LeetCode: 241. Different Ways to Add Parentheses
题目描述
Given a string of numbers and operators, return all possible results from computing all the different possible ways to group numbers and operators.

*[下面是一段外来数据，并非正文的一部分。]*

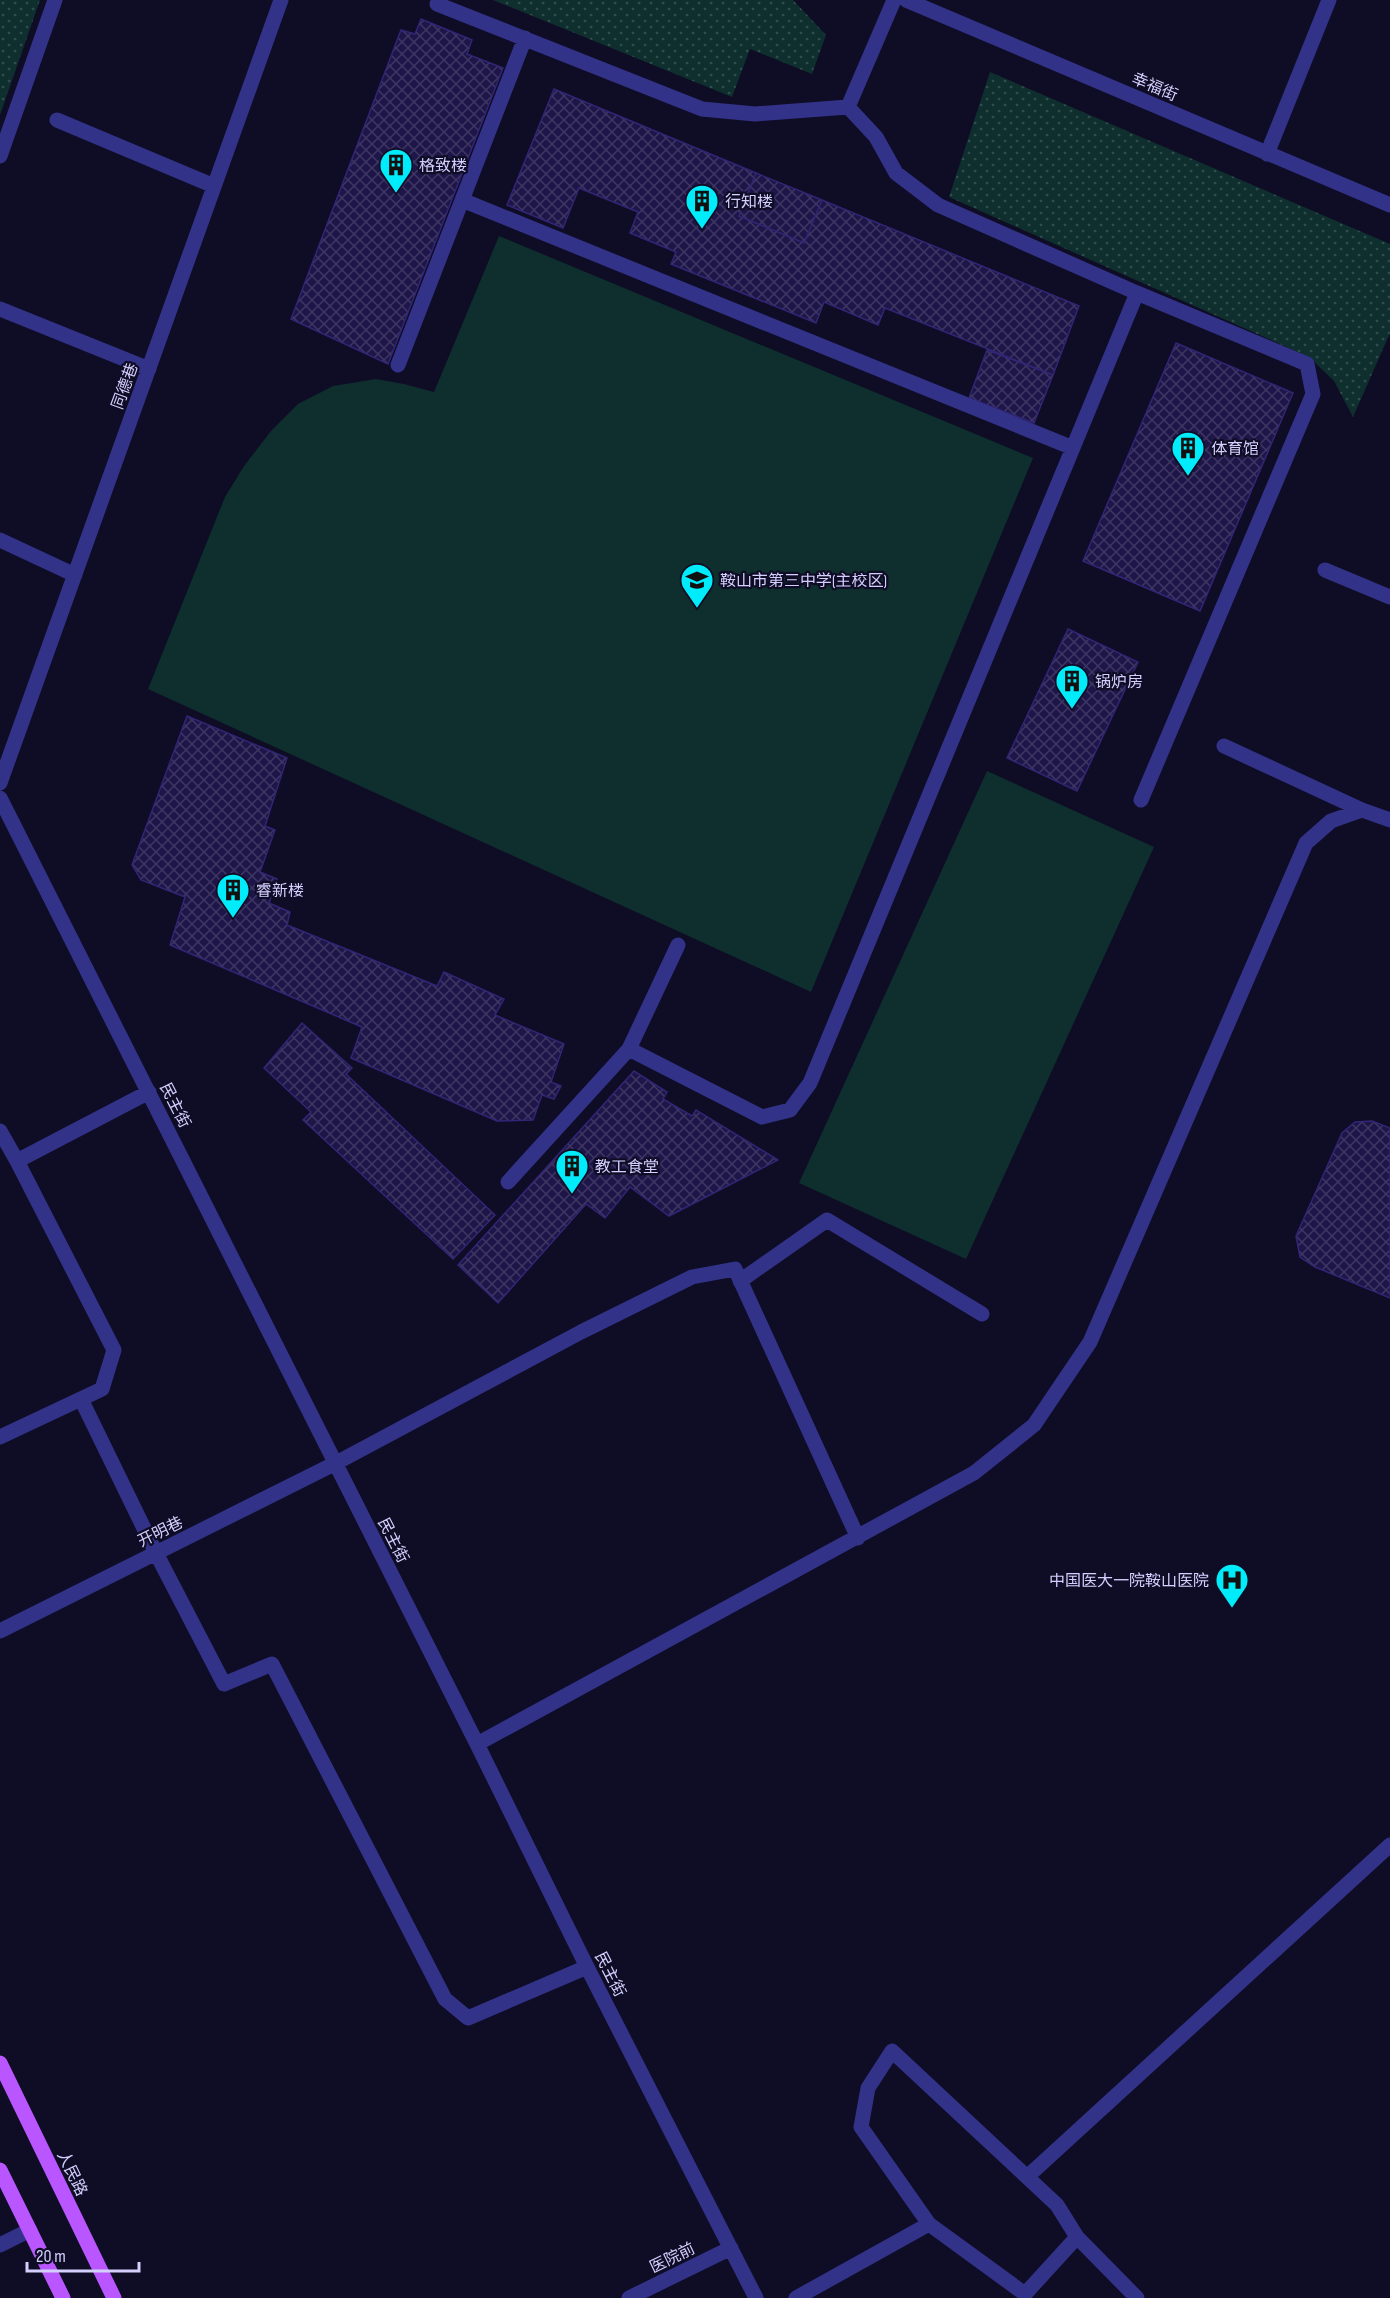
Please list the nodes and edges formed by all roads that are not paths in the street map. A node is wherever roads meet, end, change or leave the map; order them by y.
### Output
1 (55, 0) edge
2 (281, 0) edge
3 (894, 0) edge
4 (906, 0) edge
5 (1329, 0) edge
6 (437, 4) dead end
7 (525, 38) junction
8 (848, 107) junction
9 (57, 120) dead end
10 (1268, 153) junction
11 (0, 156) edge
12 (214, 186) junction
13 (462, 200) junction
14 (1390, 205) edge
15 (1137, 293) junction
16 (0, 309) edge
17 (398, 365) dead end
18 (149, 369) junction
19 (1072, 448) junction
20 (0, 540) edge
21 (1325, 570) dead end
22 (75, 575) junction
23 (1390, 597) edge
24 (1224, 746) dead end
25 (0, 783) edge
26 (0, 798) edge
27 (1141, 800) dead end
28 (1362, 810) junction
29 (1390, 820) edge
30 (678, 945) dead end
31 (629, 1049) junction
32 (149, 1092) junction
33 (0, 1131) edge
34 (18, 1161) junction
35 (508, 1182) dead end
36 (740, 1281) junction
37 (982, 1314) dead end
38 (81, 1399) junction
39 (0, 1437) edge
40 (336, 1463) junction
41 (858, 1538) junction
42 (156, 1553) junction
43 (0, 1630) edge
44 (477, 1744) junction
45 (1390, 1845) edge
46 (587, 1967) junction
47 (0, 2063) edge
48 (0, 2170) edge
49 (1028, 2176) junction
50 (929, 2224) junction
51 (30, 2230) junction
52 (1077, 2237) junction
53 (0, 2245) edge
54 (730, 2248) junction
55 (63, 2298) edge
56 (114, 2298) edge
57 (628, 2298) edge
58 (756, 2298) edge
59 (796, 2298) edge
60 (1137, 2298) edge

1 - 11 street
2 - 12 street, 同德巷
3 - 8 street
4 - 10 street, 幸福街
5 - 10 street
6 - 7 street
7 - 8 street
7 - 13 street
8 - 15 street
9 - 12 street
10 - 14 street, 幸福街
12 - 18 street, 同德巷
13 - 17 street
13 - 19 street
15 - 19 street
15 - 27 street
16 - 18 street
18 - 22 street, 同德巷
19 - 31 street
20 - 22 street
21 - 23 street
22 - 25 street, 同德巷
24 - 28 street
26 - 32 street, 民主街
28 - 29 street
28 - 41 street
30 - 31 street
31 - 35 street
32 - 34 street
32 - 40 street, 民主街
33 - 34 street
34 - 38 street
36 - 37 street
36 - 40 street, 开明巷
36 - 41 street
38 - 39 street
38 - 42 street
40 - 42 street, 开明巷
40 - 44 street, 民主街
41 - 44 street
42 - 43 street, 开明巷
42 - 46 street
44 - 46 street, 民主街
45 - 49 street
46 - 54 street, 民主街
47 - 56 main road, 人民路
48 - 51 main road
49 - 50 street
49 - 52 street
50 - 52 street
50 - 59 street
51 - 53 street
51 - 55 main road
52 - 60 street
54 - 57 street, 医院前
54 - 58 street, 民主街

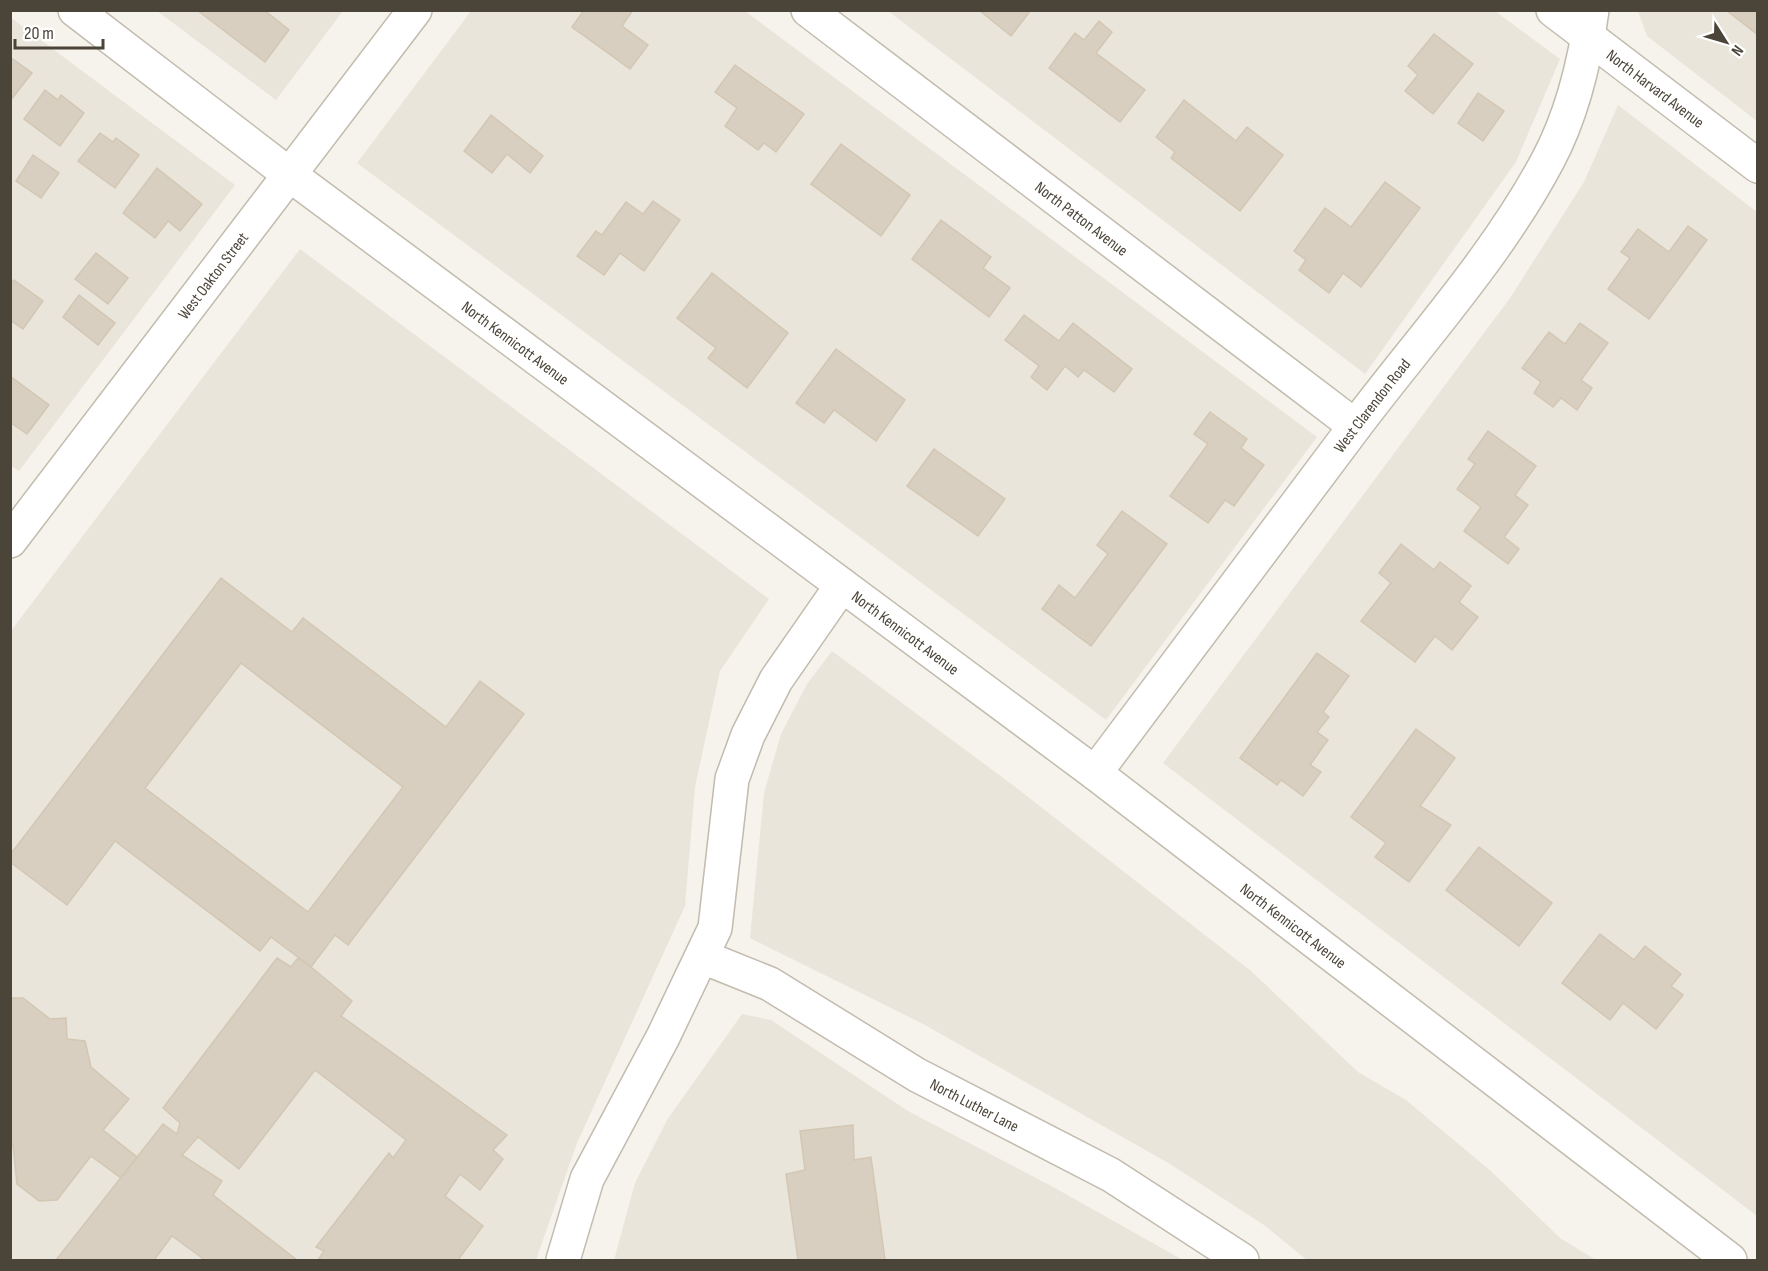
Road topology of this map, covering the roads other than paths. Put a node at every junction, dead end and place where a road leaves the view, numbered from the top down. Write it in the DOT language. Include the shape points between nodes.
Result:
graph roads {
  1 [pos="75,10"];
  2 [pos="416,10"];
  3 [pos="808,10"];
  4 [pos="1553,10"];
  5 [pos="1590,24"];
  6 [pos="1758,166"];
  7 [pos="290,175"];
  8 [pos="1355,426"];
  9 [pos="14,531"];
  10 [pos="842,585"];
  11 [pos="1095,773"];
  12 [pos="703,957"];
  13 [pos="563,1260"];
  14 [pos="1242,1260"];
  15 [pos="1730,1260"];
  1 -- 7 [label="street, North Kennicott Avenue"];
  2 -- 7 [label="street, West Oakton Street"];
  3 -- 8 [label="street, North Patton Avenue"];
  4 -- 5 [label="street, North Harvard Avenue"];
  5 -- 6 [label="street, North Harvard Avenue"];
  5 -- 8 [label="street, West Clarendon Road" via="1572,102 1549,159 1509,226"];
  7 -- 9 [label="street, West Oakton Street"];
  7 -- 10 [label="street, North Kennicott Avenue"];
  8 -- 11 [label="street, West Clarendon Road"];
  10 -- 11 [label="street, North Kennicott Avenue"];
  10 -- 12 [label="street" via="776,680 748,735 732,779 721,892 715,928"];
  11 -- 15 [label="street, North Kennicott Avenue"];
  12 -- 13 [label="street" via="587,1179"];
  12 -- 14 [label="street, North Luther Lane" via="771,984 923,1078 1111,1175"];
}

The valid operators are +, - and *.
Example 1:
Input: "2-1-1"
Output: [0, 2]
Explanation:
((2-1)-1) = 0
(2-(1-1)) = 2
Example 2:
Input: "2*3-4*5"
Output: [-34, -14, -10, -10, 10]
Explanation:
(2*(3-(4*5))) = -34
((2*3)-(4*5)) = -14
((2*(3-4))*5) = -10
(2*((3-4)*5)) = -10
(((2*3)-4)*5) = 10
解题思路 —— 暴力搜索
这是一道排列组合问题,每个运算符号都可以将表达式分为两半,分别计算每一半,然后再计算运算符。
AC 代码
class Solution {
private:
int cal(char op, int lhv, int rhv)
{
if(op == '+')
{
return lhv+rhv;
}
else if(op == '-')
{
return lhv-rhv;
}
else
{
return lhv*rhv;
}
}
// [beg, end)
vector<int> diffWaysToCompute(const vector<int>& nums, const string& opers, int beg, int end)
{
if(beg >= end) return {};
else if(beg + 1 == end) return {nums[beg]};
vector<int> res;
for(size_t i = beg+1; i < end; ++i)
{
vector<int> leftRes = diffWaysToCompute(nums, opers, beg, i);
vector<int> rightRes = diffWaysToCompute(nums, opers, i, end);
for(int li = 0; li < leftRes.size(); ++li)
{
for(int ri = 0; ri < rightRes.size(); ++ri)
{
res.push_back(cal(opers[i-1], leftRes[li], rightRes[ri]));
}
}
}
return res;
}
public:
vector<int> diffWaysToCompute(string input) {
vector<int> nums;
string opers;
int curNum = 0;
for(size_t i = 0; i < input.size(); ++i)
{
if(input[i] >= '0' && input[i] <= '9')
{
curNum = curNum*10+input[i]-'0';
}
else
{
nums.push_back(curNum);
curNum = 0;
opers.push_back(input[i]);
}
if(i == input.size()-1)
{
nums.push_back(curNum);
curNum = 0;
}
}
return diffWaysToCompute(nums, opers, 0, nums.size());
}
};